Can i tell git to ignore files that are modified (deleted) but should not be committed?

The situation is that i have a subdir in the repo which contains stuff I'm not interested in at all, so I deleted it to prevent it showing up in auto-completions and the like (in the IDE).

But now, if I add that folder to .gitignore, simply nothing changes, all the stuff is shown as deleted by git status.

Is there a way to make git ignore it either way?

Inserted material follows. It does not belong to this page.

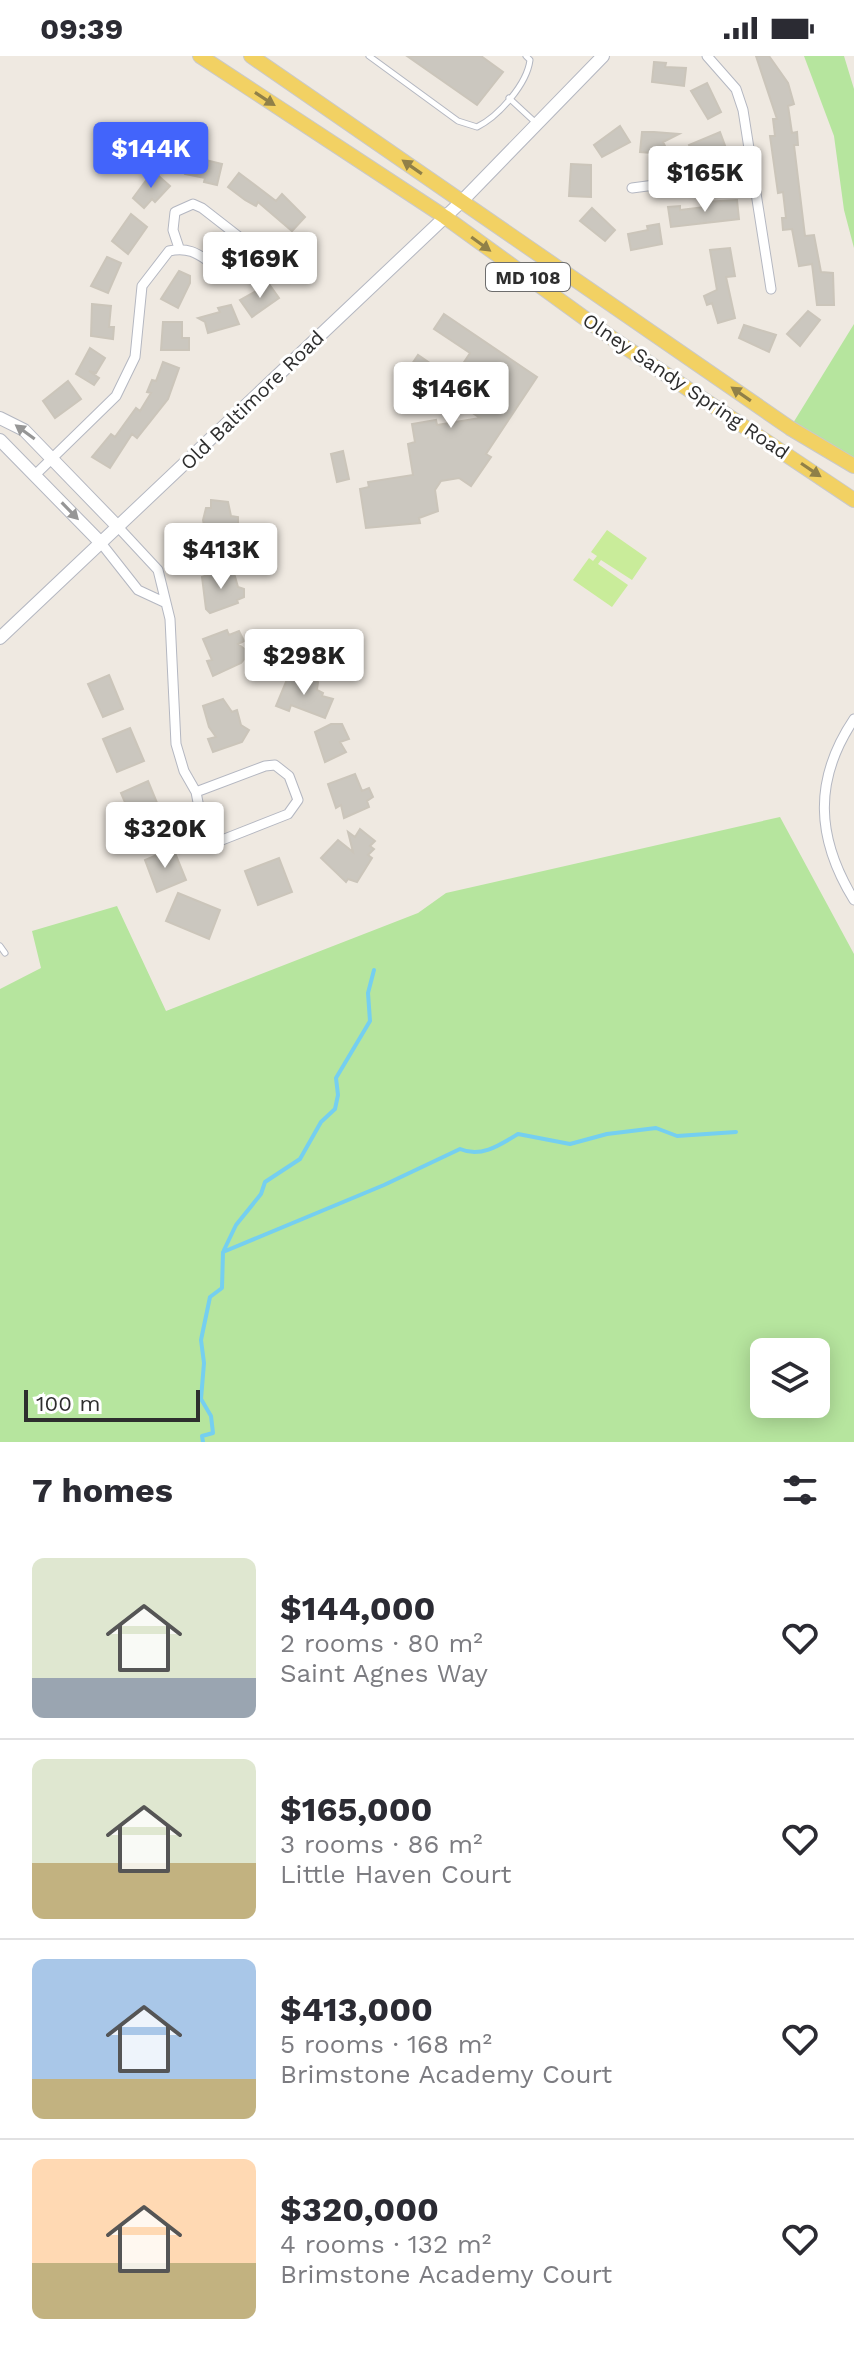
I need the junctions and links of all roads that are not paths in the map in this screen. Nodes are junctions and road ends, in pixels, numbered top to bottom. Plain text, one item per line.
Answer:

(Alternatively, as I'm using git-svn, could I commit the changes to the local git and ensure they are not passed on to the svn repo?)

+5  A: 

Tracked files can't be ignored, so you'll have to remove them from your index first. Add a .gitignore that ignores the directories you don't want, then delete them, and remove any stragglers with git rm --cached.

John Feminella
Hm, I try this, but then i have all files listed as deleted. Should I commit that and the --cached will cause that it will not be pushed to remotes? Or did I get sth. wrong? The most important for me is not corrupting the remote (svn) repo.
You can't commit anything that doesn't start out in your index. git rm --cached everything that you don't want to commit, then add a .gitignore file locally that has "*" in it. Now, no matter how much you git add, you'll never see those files in your index again.
John Feminella
Ah, I think i understand --cached now.. It only removes the stuff from the index, and leaves the working tree alone.. I'm not sure whether I'm missing something, but AFAIS I'm looking for the opposite, removing it from the working tree without touching the index.. Or can I use it for that somehow?
A: 

What I usually do is

git stash

git whatever-else

git stash apply

git stash clear

Walter
+17  A: 

check out the git-update-index man page and the --assume-unchanged bit and related.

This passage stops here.